Quando abandonámos (com certa mágoa) o concerto, o palco Porto estava em brasa depois de uma Club Classics e suas referências a maiorais como A.G. Cook (um dos tais colaboradores de alto gabarito de brat) e Mike Skinner, este um parente na linha colateral daquilo que Charli XCX tem apresentado na sua carreira. Mais tarde, chegámos a ouvir, do lado lado do recinto, I Love It, música de Icona Pop à qual emprestou a voz e que a lançou definitivamente para uma carreira fulgurante como a que tem edificado e que serviu de fecho de concerto.
Do que se viu, foi mesmo uma brat late spring.

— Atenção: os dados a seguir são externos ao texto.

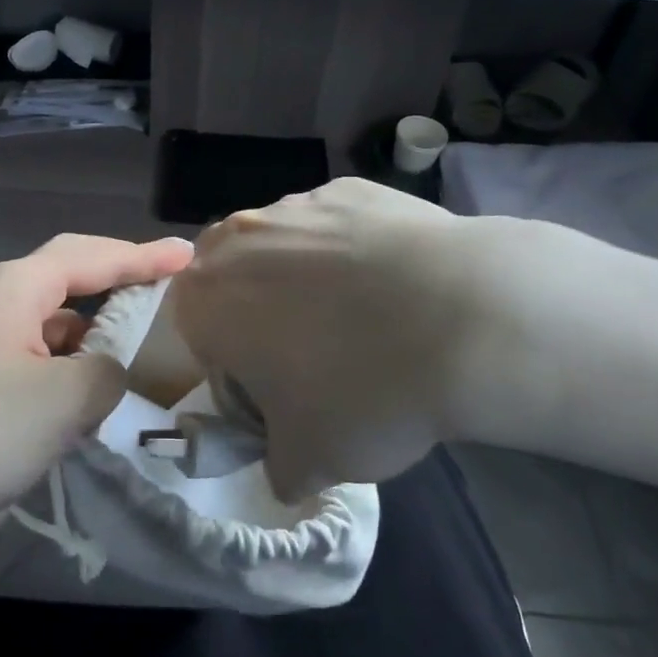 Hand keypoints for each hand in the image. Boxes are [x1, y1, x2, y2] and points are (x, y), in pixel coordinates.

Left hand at [0, 233, 194, 530]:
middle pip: (73, 273)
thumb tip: (109, 369)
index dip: (145, 256)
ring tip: (137, 343)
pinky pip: (40, 349)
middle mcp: (2, 297)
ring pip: (57, 316)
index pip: (95, 257)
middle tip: (166, 280)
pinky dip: (71, 359)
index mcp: (20, 286)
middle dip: (120, 275)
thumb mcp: (63, 402)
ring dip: (96, 326)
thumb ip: (108, 373)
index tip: (189, 255)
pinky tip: (86, 390)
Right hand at [171, 178, 508, 500]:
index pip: (192, 326)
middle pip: (232, 274)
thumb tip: (287, 467)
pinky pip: (336, 224)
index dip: (227, 359)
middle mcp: (239, 237)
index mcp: (207, 297)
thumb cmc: (363, 391)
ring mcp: (298, 204)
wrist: (465, 318)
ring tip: (365, 315)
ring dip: (304, 275)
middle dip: (257, 307)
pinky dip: (353, 248)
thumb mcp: (310, 462)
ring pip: (283, 243)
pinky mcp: (352, 188)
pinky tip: (397, 281)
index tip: (270, 385)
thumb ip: (278, 466)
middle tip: (309, 348)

High Vis – palco Super Bock
Como já se diz há uns anos, a música de guitarras eléctricas oriunda do Reino Unido, depois de vários anos de depressão (mediocridades como Razorlight ou The Kooks ainda nos causam maus arrepios na espinha), atravessa um período brilhante. Tudo isto mercê de bandas como os black MIDI (agora desaparecidos, mas continuados pelos membros a solo), os Black Country, New Road, os Shame, e, claro, os High Vis, banda de Londres que ora se apresenta à nossa frente, ao vivo e a cores.
À conta de colisões de horário não vimos todo o concerto da banda inglesa, mas chegámos a tempo de uma Feeling Bless, de Guided Tour (de 2024 e produzido por Jonah Falco dos Fucked Up), hino da ennui pós-Brexit com uma linha de baixo gigante. Banda com aura de lads (tal como os Shame), não lhes falta acidez num duplo sentido: na situação que se vive num Reino Unido desiludido com o Brexit e em parte das influências da banda, que remontam aos tempos da Manchester da acid house misturada com as guitarras dos Happy Mondays (Graham Sayle por vezes soa a um Shaun Ryder em boa forma).
Por falar em boa forma, dificilmente voltaremos a ouvir a Fever Dream de estúdio depois de termos levado com a versão ao vivo. Os Inspiral Carpets e os Chameleons tiveram um filho assim para o encorpado que nos enfiou uma cabeçada no Parque da Cidade do Porto. Que maravilha, senhores e senhoras.
A presente situação do Reino Unido (e deste mundo) não poderia deixar de dar azo a comentários por parte de Graham Sayle. Relembrou, em particular, que o Serviço Nacional de Saúde britânico (o N.H.S.) lhe salvou a vida – a ele e a muita gente – e, vai daí, partiu a banda para o niilismo de uma belíssima The Bastard Inside, esta reveladora da veia hardcore de vários dos membros da banda, sem, no entanto, precisarem de acelerar o tempo, que o que interessava era a mensagem na veia.
Dada a qualidade do que se acabou de testemunhar e o legado que bandas como os High Vis têm de honrar, não haja dúvidas de que estes lads on tour cumpriram. Mais tempo houvesse e ainda mais dariam.
As sobreposições de horário do Primavera Sound Porto faziam, de seguida, mais uma grande vítima. Tivemos de prescindir de uns passos de dança em Caribou para ir testemunhar um momento histórico: a vinda dos The Jesus Lizard. Concerto que já era mítico mal a banda norte-americana tinha sido confirmada no festival, vai ter óbvias honras de texto próprio.
Para os mais rijos, havia ainda DJ Playero na zona Cupra Pulse. Para nós, a primeira jornada estava encerrada.